Née d’une ancienne coulée volcanique issue du Rocher de l’Aigle d’Évenos, la pointe de basalte noir du Cap Nègre s’avance dans la Méditerranée, entre les baies de Sanary et du Brusc. Si son paysage impressionne, le site est surtout le témoin d’une longue histoire de défense du littoral, marquée par la surveillance, l’artillerie et, plus récemment, une reconversion patrimoniale.
Une côte sous étroite surveillance dès le XVIe siècle
Pendant plusieurs siècles, les villages côtiers vivent dans la crainte permanente. Pirates barbaresques et flottes ennemies : espagnoles, anglaises ou hollandaises selon les périodes de conflit menacent régulièrement le rivage. Les habitants sont alors mobilisés pour observer la mer et signaler toute présence suspecte. Pour transmettre l’alerte, des «farots », tours de pierre où l’on allume des feux, jalonnent la côte. Dès 1558, la commune entretient près d’une centaine de gardes armés afin de prévenir les incursions turques et les attaques de pirates.

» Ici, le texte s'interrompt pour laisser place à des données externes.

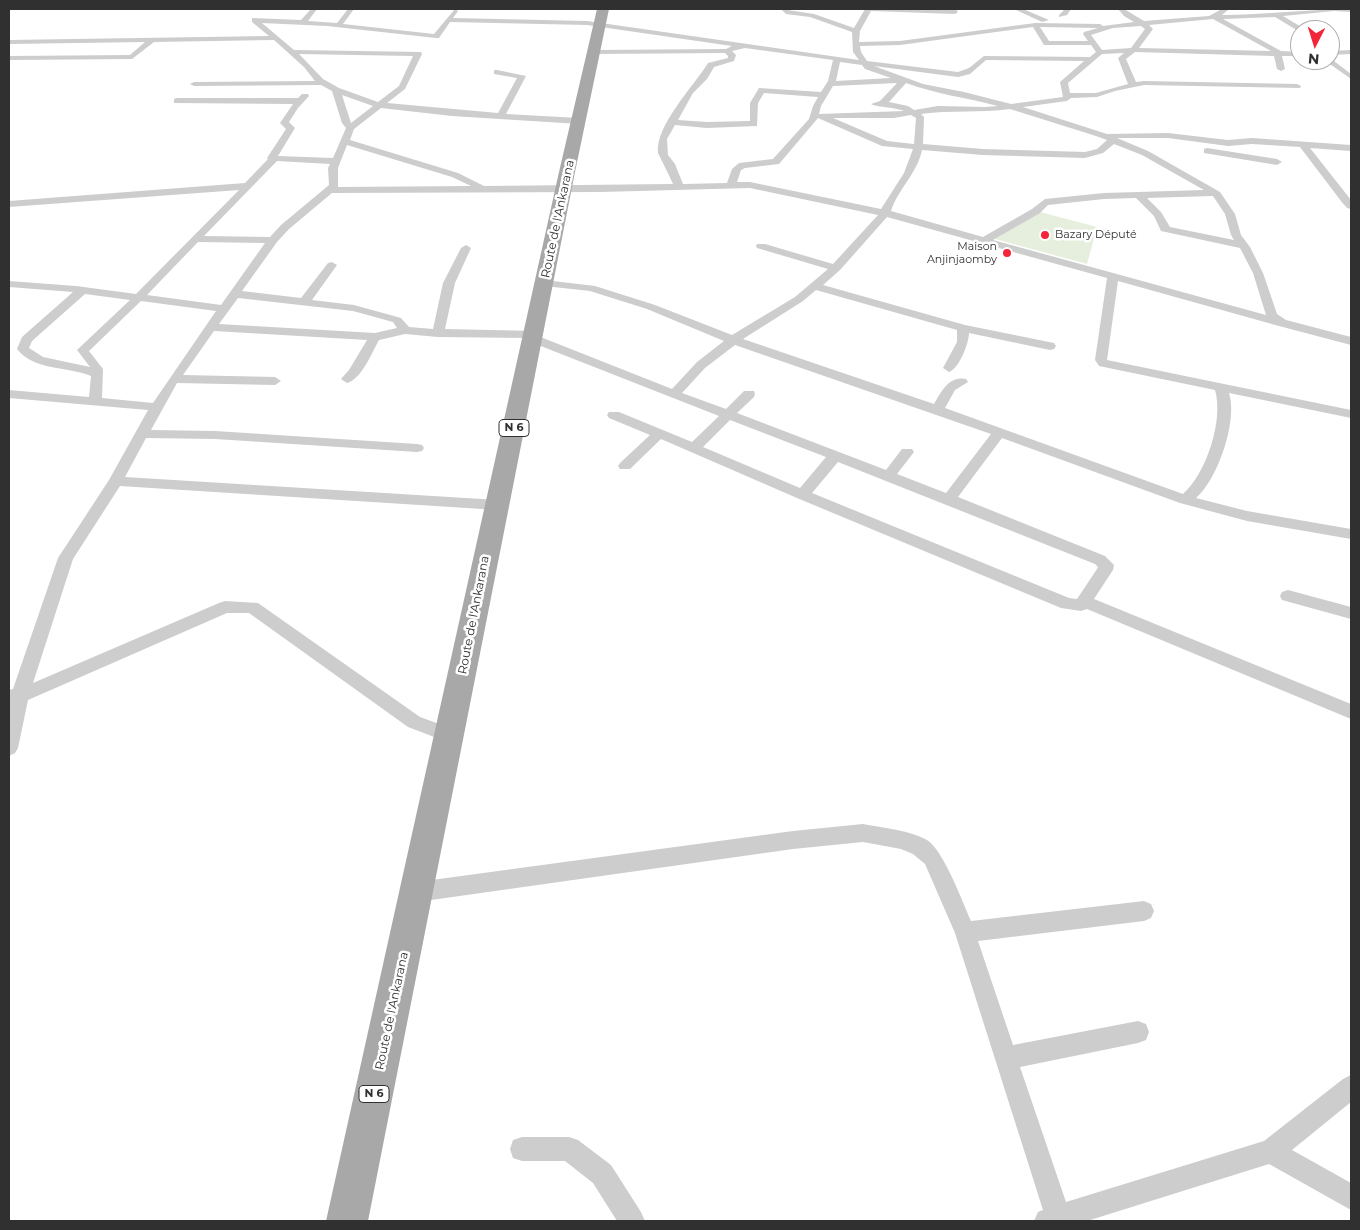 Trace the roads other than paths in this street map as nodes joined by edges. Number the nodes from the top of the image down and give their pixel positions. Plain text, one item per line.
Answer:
1 (314, 9) edge
2 (351, 9) edge
3 (457, 9) edge
4 (603, 9) edge
5 (784, 9) edge
6 (869, 9) edge
7 (953, 9) edge
8 (1017, 9) edge
9 (1068, 9) edge
10 (1120, 9) edge
11 (1226, 9) edge
12 (1265, 9) edge
13 (1334, 9) edge
14 (1351, 10) edge
15 (1155, 13) dead end
16 (1276, 14) junction
17 (1351, 15) edge
18 (1062, 16) junction
19 (1214, 16) junction
20 (449, 20) junction
21 (1045, 20) junction
22 (303, 23) junction
23 (1144, 23) junction
24 (1290, 23) edge
25 (600, 24) junction
26 (1066, 25) junction
27 (338, 26) junction
28 (1035, 26) junction
29 (1112, 26) junction
30 (256, 29) dead end
31 (266, 29) junction
32 (856, 31) junction
33 (436, 36) junction
34 (276, 38) junction
35 (152, 40) junction
36 (9, 42) edge
37 (36, 42) junction
38 (1094, 43) junction
39 (856, 44) junction
40 (751, 46) junction
41 (424, 48) junction
42 (1133, 50) junction
43 (727, 51) junction
44 (292, 52) junction
45 (594, 52) junction
46 (1100, 52) junction
47 (1279, 54) junction
48 (1290, 54) edge
49 (13, 58) edge
50 (838, 58) junction
51 (1092, 59) junction
52 (864, 62) junction
53 (9, 64) edge
54 (1340, 68) edge
55 (1281, 69) dead end
56 (496, 72) dead end
57 (1351, 77) edge
58 (904, 80) junction
59 (319, 82) junction
60 (194, 84) dead end
61 (830, 84) junction
62 (1133, 86) junction
63 (1297, 86) dead end
64 (336, 90) junction
65 (823, 95) junction
66 (1067, 97) junction
67 (177, 101) dead end
68 (300, 101) junction
69 (883, 103) junction
70 (864, 104) dead end
71 (380, 105) junction
72 (1009, 106) junction
73 (820, 110) junction
74 (914, 112) junction
75 (501, 116) junction
76 (579, 122) junction
77 (671, 122) junction
78 (350, 128) junction
79 (1086, 130) junction
80 (1113, 140) junction
81 (345, 141) junction
82 (1176, 146) dead end
83 (1304, 146) junction
84 (919, 147) junction
85 (1351, 148) edge
86 (1195, 149) dead end
87 (275, 158) junction
88 (336, 161) junction
89 (1277, 162) dead end
90 (731, 185) junction
91 (248, 186) junction
92 (679, 186) junction
93 (488, 189) junction
94 (564, 189) junction
95 (330, 190) junction
96 (1215, 193) junction
97 (1140, 195) junction
98 (9, 204) edge
99 (1351, 206) edge
100 (885, 213) junction
101 (196, 238) junction
102 (273, 240) junction
103 (983, 241) junction
104 (1243, 245) junction
105 (761, 246) dead end
106 (466, 248) dead end
107 (332, 265) dead end
108 (836, 268) junction
109 (1113, 277) junction
110 (544, 283) junction
111 (9, 284) edge
112 (814, 286) junction
113 (82, 290) junction
114 (235, 294) junction
115 (139, 297) junction
116 (304, 302) junction
117 (225, 309) junction
118 (1283, 324) junction
119 (212, 327) junction
120 (963, 328) junction
121 (405, 330) junction
122 (438, 333) junction
123 (533, 336) junction
124 (375, 337) junction
125 (732, 340) junction
126 (1351, 341) edge
127 (1050, 346) dead end
128 (949, 368) dead end
129 (98, 374) junction
130 (175, 379) junction
131 (347, 379) dead end
132 (275, 381) dead end
133 (962, 382) dead end
134 (1221, 387) junction
135 (9, 394) edge
136 (674, 394) junction
137 (749, 394) dead end
138 (96, 401) junction
139 (158, 407) junction
140 (937, 410) junction
141 (1351, 414) edge
142 (614, 415) dead end
143 (728, 415) junction
144 (659, 433) junction
145 (999, 433) junction
146 (143, 434) junction
147 (417, 448) dead end
148 (694, 448) junction
149 (907, 452) dead end
150 (835, 456) junction
151 (625, 466) dead end
152 (888, 476) junction
153 (116, 481) junction
154 (802, 495) junction
155 (949, 499) junction
156 (1184, 500) junction
157 (498, 505) junction
158 (1351, 534) edge
159 (1288, 596) dead end
160 (1084, 601) junction
161 (1351, 613) edge
162 (15, 696) edge
163 (1351, 712) edge
164 (450, 736) junction
165 (9, 748) edge
166 (417, 892) junction
167 (1144, 911) dead end
168 (965, 932) junction
169 (1138, 1032) dead end
170 (1006, 1058) junction
171 (1351, 1086) edge
172 (522, 1149) dead end
173 (1272, 1151) junction
174 (1351, 1197) edge
175 (1054, 1220) edge
176 (347, 1221) edge
177 (632, 1221) edge

1 - 22 street
2 - 27 street
3 - 20 street
4 - 25 main road, Route de l'Ankarana / N 6
5 - 32 street
6 - 7 street
6 - 32 street
8 - 21 street
9 - 18 street
10 - 23 street
11 - 19 street
12 - 16 street
13 - 14 street
13 - 16 street
13 - 17 street
15 - 23 street
16 - 19 street
16 - 24 street
18 - 21 street
18 - 26 street
19 - 23 street
19 - 47 street
20 - 25 street
20 - 33 street
21 - 28 street
22 - 27 street
22 - 31 street
23 - 29 street
23 - 42 street
25 - 40 street
25 - 45 main road, Route de l'Ankarana / N 6
26 - 28 street
26 - 29 street
27 - 33 street
28 - 38 street
28 - 39 street
29 - 38 street
30 - 31 street
31 - 34 street
32 - 39 street
33 - 41 street
34 - 35 street
34 - 44 street
35 - 37 street
35 - 49 street
36 - 37 street
37 - 49 street
38 - 46 street
39 - 52 street
40 - 43 street
40 - 50 street
41 - 44 street
41 - 71 street
42 - 46 street
42 - 47 street
42 - 62 street
43 - 45 street
43 - 77 street
44 - 59 street
45 - 76 main road, Route de l'Ankarana / N 6
46 - 51 street
47 - 48 street
47 - 55 street
49 - 53 street
50 - 52 street
50 - 61 street
51 - 52 street
51 - 66 street
52 - 58 street
54 - 57 street
56 - 75 street
58 - 61 street
58 - 69 street
58 - 72 street
59 - 60 street
59 - 64 street
59 - 68 street
61 - 65 street
62 - 63 street
62 - 66 street
64 - 71 street
64 - 78 street
65 - 73 street
65 - 77 street
66 - 72 street
66 - 79 street
67 - 68 street
68 - 87 street
69 - 70 street
69 - 74 street
71 - 75 street
71 - 78 street
72 - 74 street
72 - 79 street
73 - 74 street
73 - 84 street
73 - 90 street
74 - 84 street
75 - 76 street
76 - 94 main road, Route de l'Ankarana / N 6
77 - 92 street
78 - 81 street
79 - 80 street
80 - 82 street
80 - 83 street
80 - 84 street
80 - 96 street
81 - 88 street
81 - 93 street
83 - 85 street
83 - 99 street
84 - 100 street
86 - 89 street
87 - 88 street
87 - 91 street
88 - 95 street
90 - 92 street
90 - 100 street
91 - 98 street
91 - 101 street
92 - 94 street
93 - 94 street
93 - 95 street
94 - 110 main road, Route de l'Ankarana / N 6
95 - 102 street
96 - 97 street
96 - 104 street
97 - 103 street
97 - 104 street
100 - 103 street
100 - 108 street
101 - 102 street
101 - 115 street
102 - 114 street
103 - 109 street
104 - 118 street
105 - 108 street
106 - 122 street
107 - 116 street
108 - 112 street
109 - 118 street
109 - 134 street
110 - 123 main road, Route de l'Ankarana / N 6
110 - 125 street
111 - 113 street
112 - 120 street
112 - 125 street
113 - 115 street
113 - 129 street
114 - 116 street
114 - 117 street
115 - 117 street
115 - 129 street
116 - 121 street
117 - 119 street
118 - 126 street
119 - 124 street
119 - 130 street
120 - 127 street
120 - 128 street
121 - 122 street
121 - 124 street
122 - 123 street
123 - 136 street
123 - 157 main road, Route de l'Ankarana / N 6
124 - 131 street
125 - 136 street
125 - 140 street
129 - 138 street
130 - 132 street
130 - 139 street
133 - 140 street
134 - 141 street
134 - 156 street
135 - 138 street
136 - 143 street
137 - 143 street
138 - 139 street
139 - 146 street
140 - 145 street
142 - 144 street
143 - 148 street
143 - 150 street
144 - 148 street
144 - 151 street
145 - 155 street
145 - 156 street
146 - 147 street
146 - 153 street
148 - 154 street
149 - 152 street
150 - 152 street
150 - 154 street
152 - 155 street
153 - 157 street
153 - 162 street
154 - 160 street
155 - 160 street
156 - 158 street
157 - 164 main road, Route de l'Ankarana / N 6
159 - 161 street
160 - 163 street
162 - 164 street
162 - 165 street
164 - 166 main road, Route de l'Ankarana / N 6
166 - 168 street
166 - 176 main road, Route de l'Ankarana / N 6
167 - 168 street
168 - 170 street
169 - 170 street
170 - 175 street
171 - 173 street
172 - 177 street
173 - 174 street
173 - 175 street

Batteries défaillantes et climat révolutionnaire
Avec l’essor de l’Arsenal de Toulon à partir des années 1670, un vaste dispositif défensif se met progressivement en place. En 1695, une première batterie voit le jour sur la pointe du Cap Nègre, équipée d’un mortier et de deux canons de 24 onces. En 1794, en pleine Révolution française, l’installation est renforcée avec quatre canons de 36 livres et un mortier, servis par vingt-neuf canonniers. À cette époque, Toulon est occupée par les Anglais et les royalistes. La pression est telle qu’à Six-Fours, le maire est accusé de n’avoir pas maintenu les batteries en état de fonctionnement ; il sera guillotiné.

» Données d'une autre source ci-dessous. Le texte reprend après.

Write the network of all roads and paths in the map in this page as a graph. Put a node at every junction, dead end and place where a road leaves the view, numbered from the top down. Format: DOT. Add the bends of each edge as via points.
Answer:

Le retour des tensions et le réarmement des côtes
Après 1815, la période de paix entraîne le désarmement de nombreuses positions. Mais au milieu du XIXe siècle, les rivalités coloniales et les tensions entre puissances européennes relancent la défense du littoral français. Une commission est créée en 1841 et le réduit du Cap Nègre est édifié entre 1846 et 1850 selon un modèle standardisé : ouvertures en briques destinées à limiter les éclats, bâtiment semi-enterré, épaulement tourné vers la mer, tour crénelée entourée d’un fossé et accessible par un pont-levis. L’armement évolue au fil des progrès militaires, avant que la stratégie ne se déplace vers les hauteurs. Le fort de Six-Fours, doté de canons capables de porter jusqu’à dix kilomètres, rend progressivement ces batteries côtières obsolètes. Celle du Cap Nègre est finalement désarmée en 1889.

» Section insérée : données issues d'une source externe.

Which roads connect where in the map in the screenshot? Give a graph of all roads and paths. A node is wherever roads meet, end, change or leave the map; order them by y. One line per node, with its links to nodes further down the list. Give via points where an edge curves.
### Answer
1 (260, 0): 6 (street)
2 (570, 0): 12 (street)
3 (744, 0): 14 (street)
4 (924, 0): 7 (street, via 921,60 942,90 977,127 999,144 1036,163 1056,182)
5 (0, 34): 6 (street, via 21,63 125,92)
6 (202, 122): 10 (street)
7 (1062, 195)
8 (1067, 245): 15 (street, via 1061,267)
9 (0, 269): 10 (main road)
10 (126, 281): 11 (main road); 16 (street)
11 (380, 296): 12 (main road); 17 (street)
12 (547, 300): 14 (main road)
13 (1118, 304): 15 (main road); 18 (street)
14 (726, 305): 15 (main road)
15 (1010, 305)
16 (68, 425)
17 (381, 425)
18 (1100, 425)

De la guerre à l’ouverture au public
Resté propriété de l’armée, le site accueille en 1939 un projecteur de défense antiaérienne destiné à repérer les avions de nuit. En 1942, après sa prise par les troupes allemandes, il devient un poste de surveillance côtière. À la suite du sabordage de la flotte de Toulon, en novembre 1942, les Italiens et les Allemands y construisent également un poste de guet et deux blockhaus afin d’empêcher tout accostage sur les plages. Entre 1950 et 1960, la pointe est utilisée par les Forges et Chantiers de la Méditerranée comme terrain d’essais pour les chars d’assaut AMX 13.
Propriété de la Marine nationale, le bâtiment et son parc sont finalement cédés par les Domaines à la commune de Six-Fours en 1991. Une vaste campagne de restauration et de valorisation culturelle est menée en 1999. Aujourd’hui, la tour est ouverte au public et accueille, tout au long de l’année, différentes expositions.